§ **To do**
Copy the records below exactly as they stand. Leave out the pictures.

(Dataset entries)
=-=-=
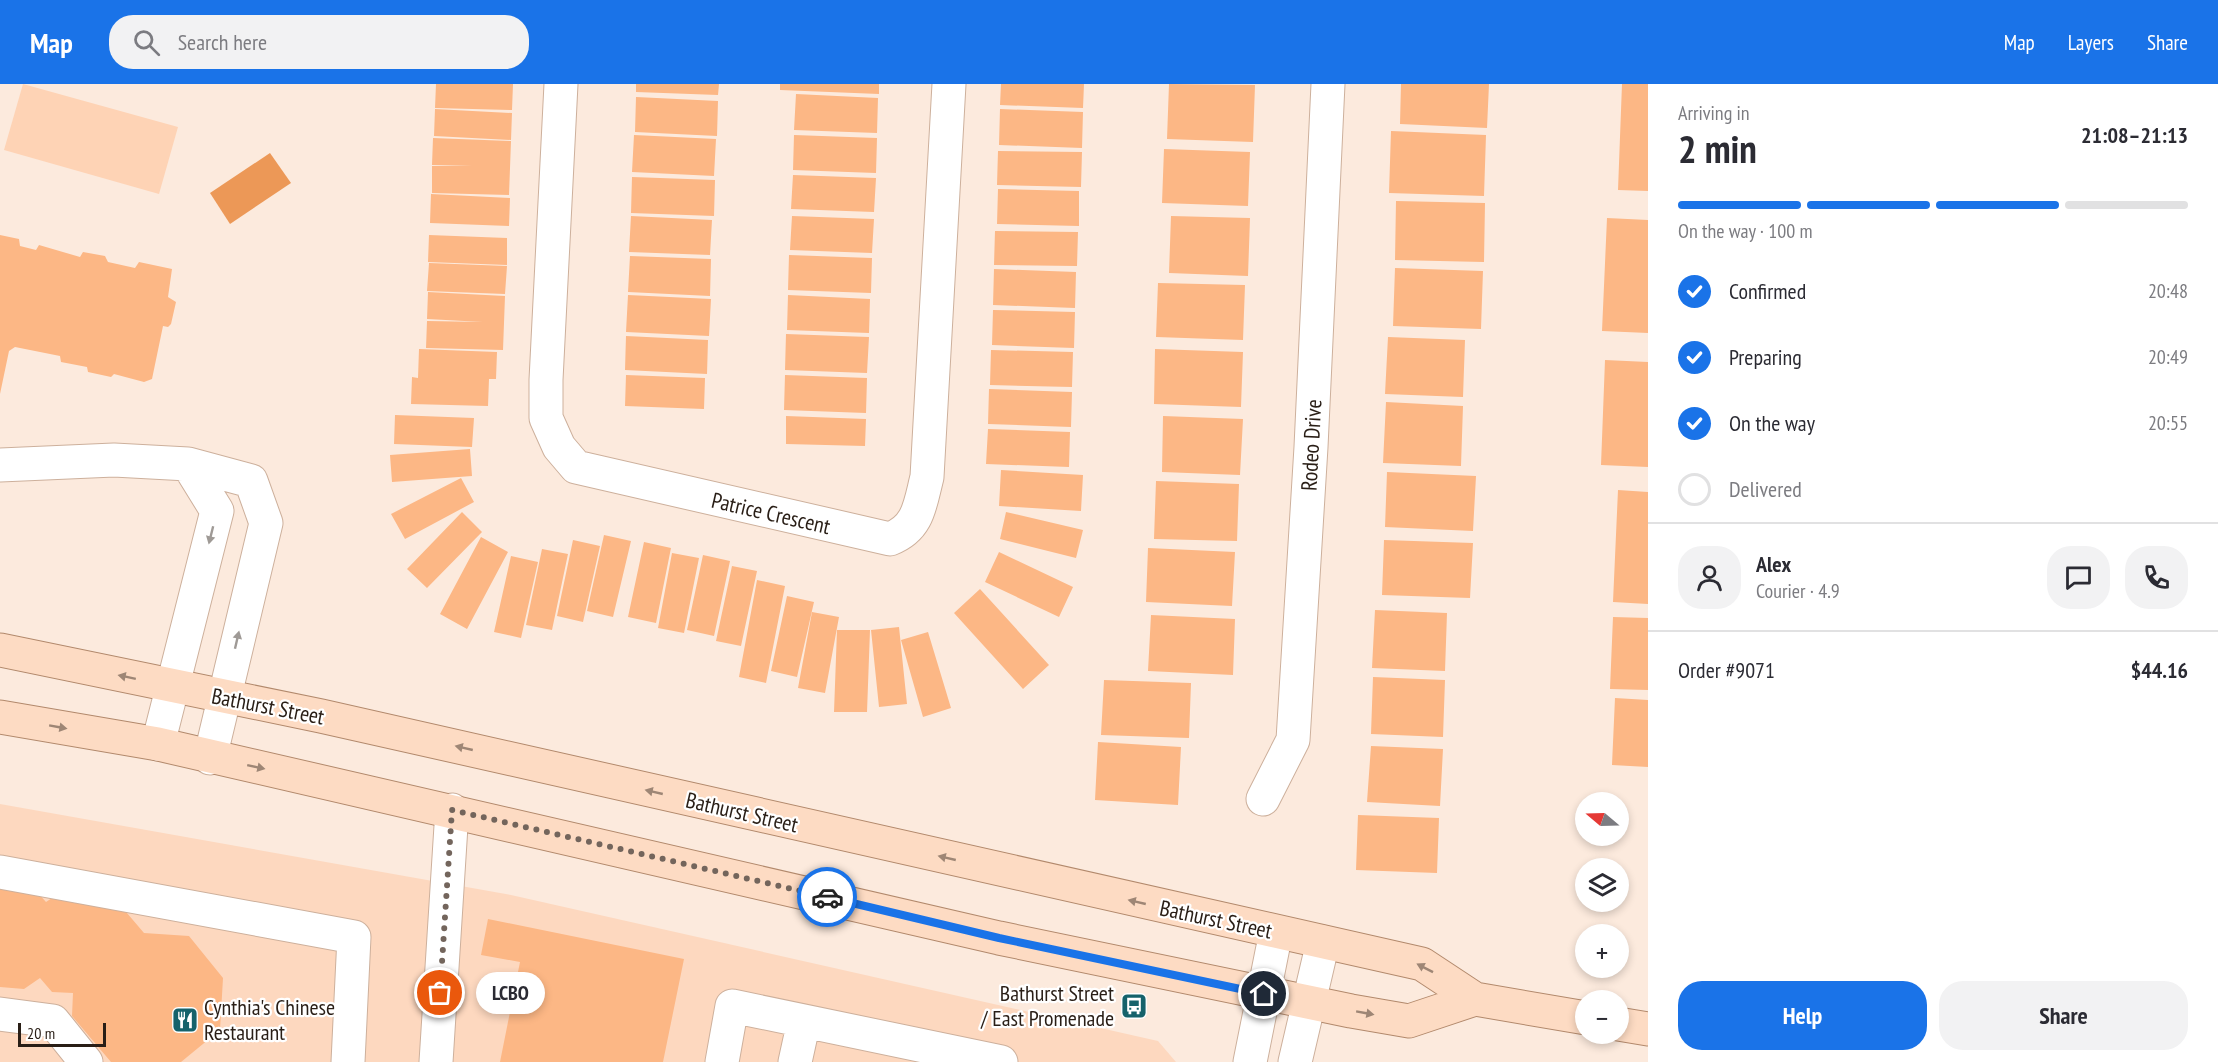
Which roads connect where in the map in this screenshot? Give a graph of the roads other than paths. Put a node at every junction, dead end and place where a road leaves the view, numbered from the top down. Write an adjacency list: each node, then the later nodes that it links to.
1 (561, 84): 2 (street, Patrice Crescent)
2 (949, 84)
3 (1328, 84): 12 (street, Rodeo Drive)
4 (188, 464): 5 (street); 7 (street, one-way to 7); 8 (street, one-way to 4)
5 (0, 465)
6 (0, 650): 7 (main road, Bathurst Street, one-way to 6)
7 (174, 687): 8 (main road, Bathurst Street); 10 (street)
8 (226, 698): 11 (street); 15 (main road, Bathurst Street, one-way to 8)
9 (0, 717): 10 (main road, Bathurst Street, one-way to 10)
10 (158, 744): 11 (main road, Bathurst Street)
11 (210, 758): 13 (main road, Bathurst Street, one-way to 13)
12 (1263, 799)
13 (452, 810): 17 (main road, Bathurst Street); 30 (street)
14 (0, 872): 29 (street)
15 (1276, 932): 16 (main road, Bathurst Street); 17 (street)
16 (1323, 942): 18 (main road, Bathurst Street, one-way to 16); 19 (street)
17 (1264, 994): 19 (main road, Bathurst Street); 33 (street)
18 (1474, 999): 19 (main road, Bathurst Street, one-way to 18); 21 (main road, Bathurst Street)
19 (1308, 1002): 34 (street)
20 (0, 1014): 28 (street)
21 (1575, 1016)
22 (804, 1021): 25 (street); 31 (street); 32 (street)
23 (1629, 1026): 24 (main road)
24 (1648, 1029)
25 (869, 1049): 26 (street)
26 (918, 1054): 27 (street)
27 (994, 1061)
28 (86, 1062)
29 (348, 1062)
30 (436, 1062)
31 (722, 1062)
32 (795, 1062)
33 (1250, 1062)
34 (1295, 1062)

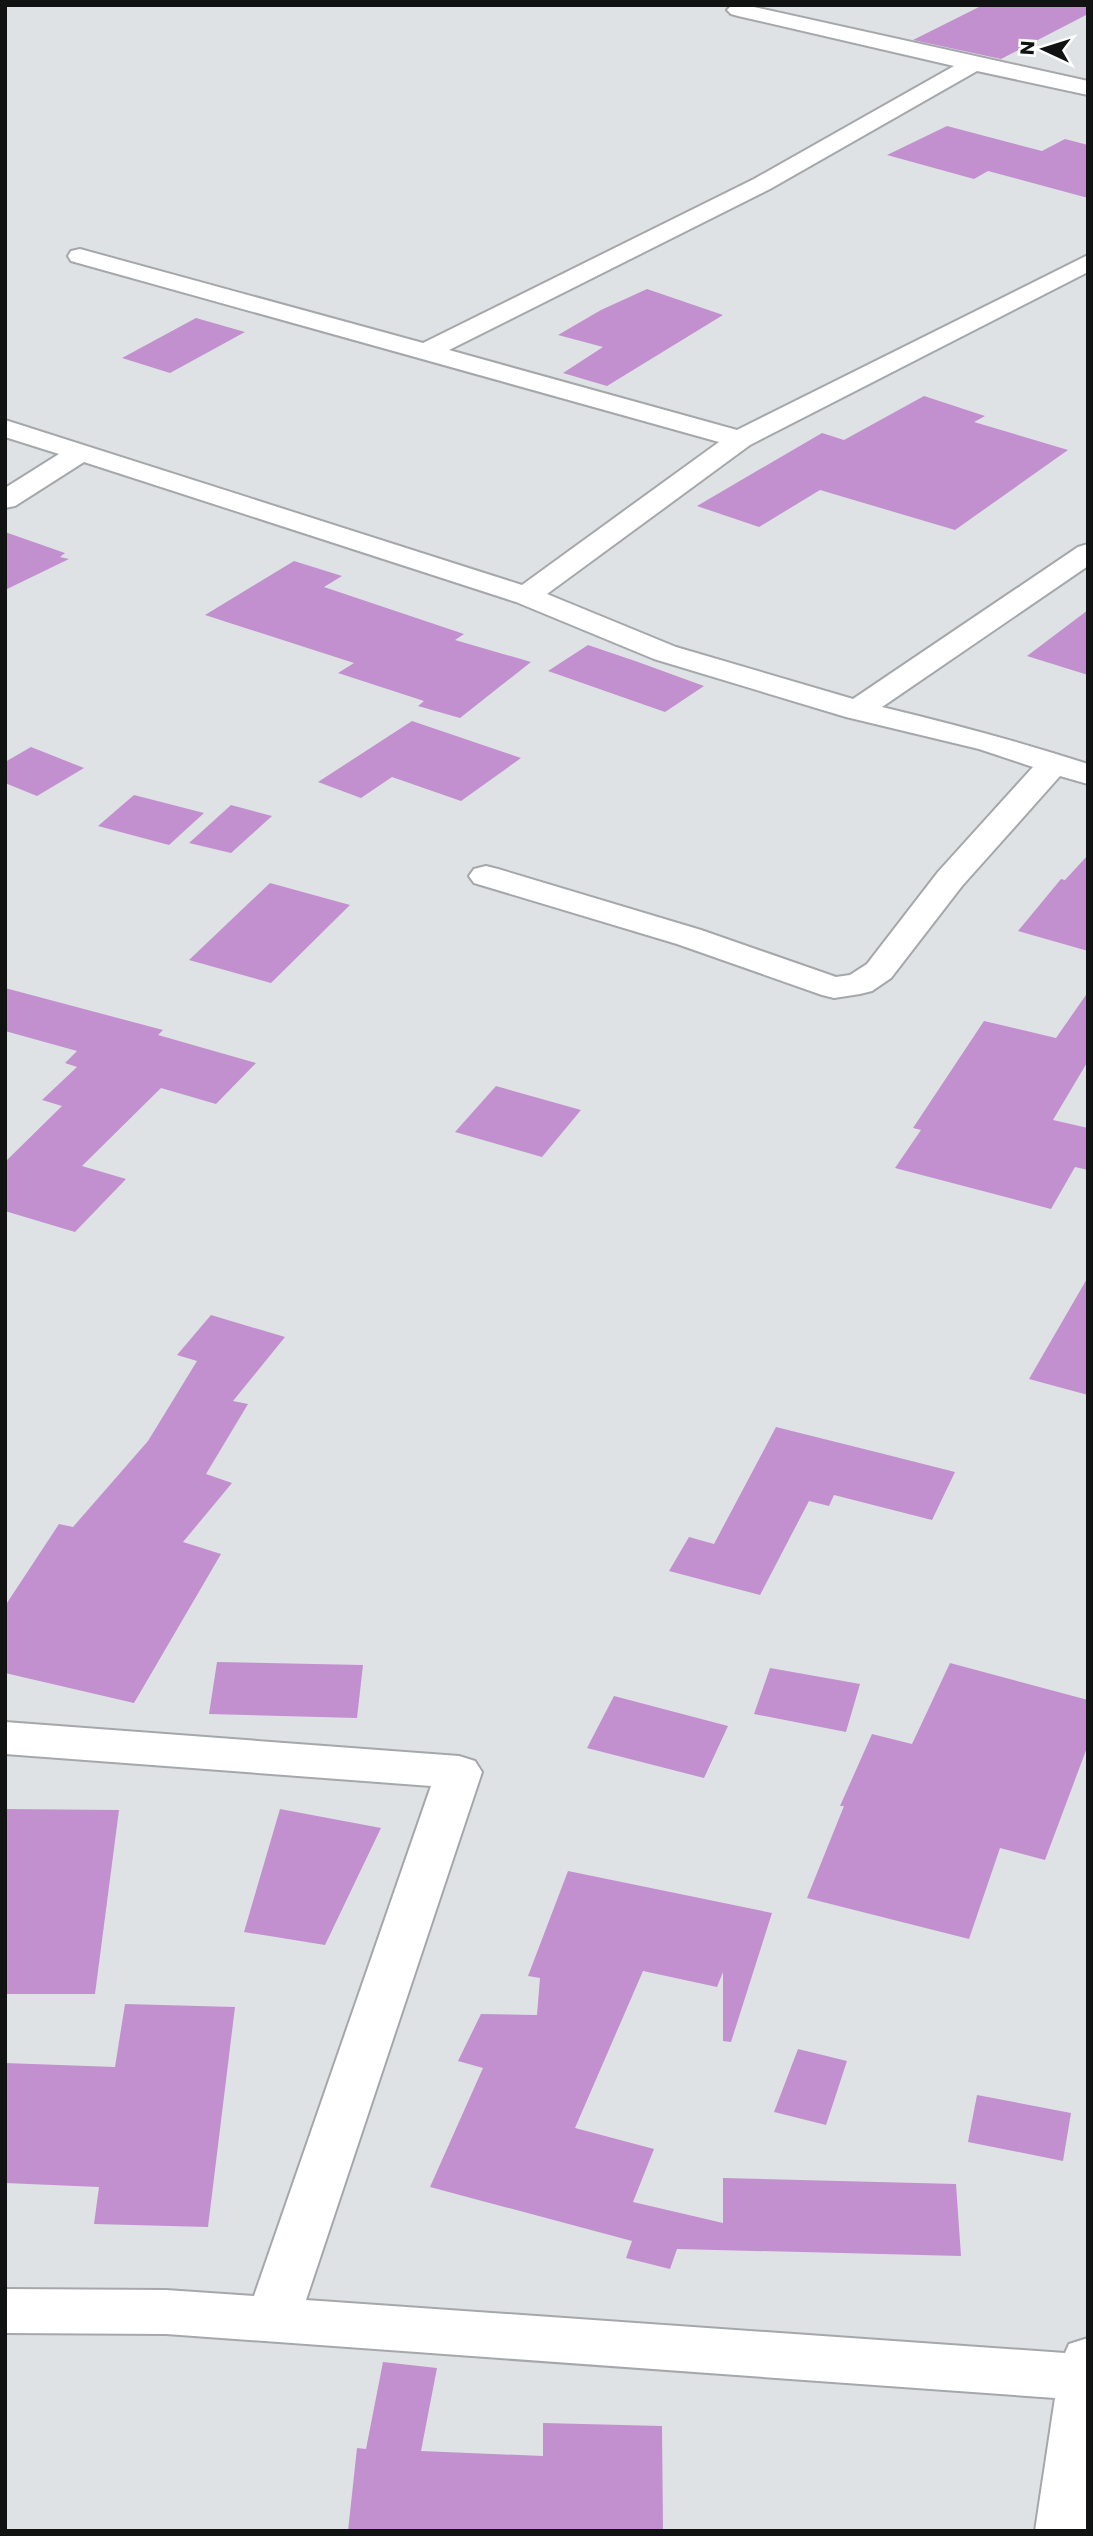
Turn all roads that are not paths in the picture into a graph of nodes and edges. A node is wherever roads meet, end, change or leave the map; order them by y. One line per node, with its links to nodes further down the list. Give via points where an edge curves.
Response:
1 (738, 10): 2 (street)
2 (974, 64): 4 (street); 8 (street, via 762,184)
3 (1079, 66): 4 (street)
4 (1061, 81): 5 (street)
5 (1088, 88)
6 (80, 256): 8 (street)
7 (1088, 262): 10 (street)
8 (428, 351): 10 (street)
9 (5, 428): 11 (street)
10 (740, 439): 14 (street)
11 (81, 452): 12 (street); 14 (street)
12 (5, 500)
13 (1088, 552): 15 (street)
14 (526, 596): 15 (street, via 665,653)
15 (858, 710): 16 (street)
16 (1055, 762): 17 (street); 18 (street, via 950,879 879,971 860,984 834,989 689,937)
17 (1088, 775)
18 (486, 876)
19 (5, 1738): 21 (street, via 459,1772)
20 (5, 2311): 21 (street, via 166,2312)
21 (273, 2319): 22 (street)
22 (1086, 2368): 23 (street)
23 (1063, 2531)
=-=-=
§ **Answer to this problem**
Which roads connect where in the map in this screenshot? Give a graph of the roads other than paths. Put a node at every junction, dead end and place where a road leaves the view, numbered from the top down. Write an adjacency list: each node, then the later nodes that it links to.
1 (561, 84): 2 (street, Patrice Crescent)
2 (949, 84)
3 (1328, 84): 12 (street, Rodeo Drive)
4 (188, 464): 5 (street); 7 (street, one-way to 7); 8 (street, one-way to 4)
5 (0, 465)
6 (0, 650): 7 (main road, Bathurst Street, one-way to 6)
7 (174, 687): 8 (main road, Bathurst Street); 10 (street)
8 (226, 698): 11 (street); 15 (main road, Bathurst Street, one-way to 8)
9 (0, 717): 10 (main road, Bathurst Street, one-way to 10)
10 (158, 744): 11 (main road, Bathurst Street)
11 (210, 758): 13 (main road, Bathurst Street, one-way to 13)
12 (1263, 799)
13 (452, 810): 17 (main road, Bathurst Street); 30 (street)
14 (0, 872): 29 (street)
15 (1276, 932): 16 (main road, Bathurst Street); 17 (street)
16 (1323, 942): 18 (main road, Bathurst Street, one-way to 16); 19 (street)
17 (1264, 994): 19 (main road, Bathurst Street); 33 (street)
18 (1474, 999): 19 (main road, Bathurst Street, one-way to 18); 21 (main road, Bathurst Street)
19 (1308, 1002): 34 (street)
20 (0, 1014): 28 (street)
21 (1575, 1016)
22 (804, 1021): 25 (street); 31 (street); 32 (street)
23 (1629, 1026): 24 (main road)
24 (1648, 1029)
25 (869, 1049): 26 (street)
26 (918, 1054): 27 (street)
27 (994, 1061)
28 (86, 1062)
29 (348, 1062)
30 (436, 1062)
31 (722, 1062)
32 (795, 1062)
33 (1250, 1062)
34 (1295, 1062)

Turn all roads that are not paths in the picture into a graph of nodes and edges. A node is wherever roads meet, end, change or leave the map; order them by y. One line per node, with its links to nodes further down the list. Give via points where an edge curves.
Response:
1 (738, 10): 2 (street)
2 (974, 64): 4 (street); 8 (street, via 762,184)
3 (1079, 66): 4 (street)
4 (1061, 81): 5 (street)
5 (1088, 88)
6 (80, 256): 8 (street)
7 (1088, 262): 10 (street)
8 (428, 351): 10 (street)
9 (5, 428): 11 (street)
10 (740, 439): 14 (street)
11 (81, 452): 12 (street); 14 (street)
12 (5, 500)
13 (1088, 552): 15 (street)
14 (526, 596): 15 (street, via 665,653)
15 (858, 710): 16 (street)
16 (1055, 762): 17 (street); 18 (street, via 950,879 879,971 860,984 834,989 689,937)
17 (1088, 775)
18 (486, 876)
19 (5, 1738): 21 (street, via 459,1772)
20 (5, 2311): 21 (street, via 166,2312)
21 (273, 2319): 22 (street)
22 (1086, 2368): 23 (street)
23 (1063, 2531)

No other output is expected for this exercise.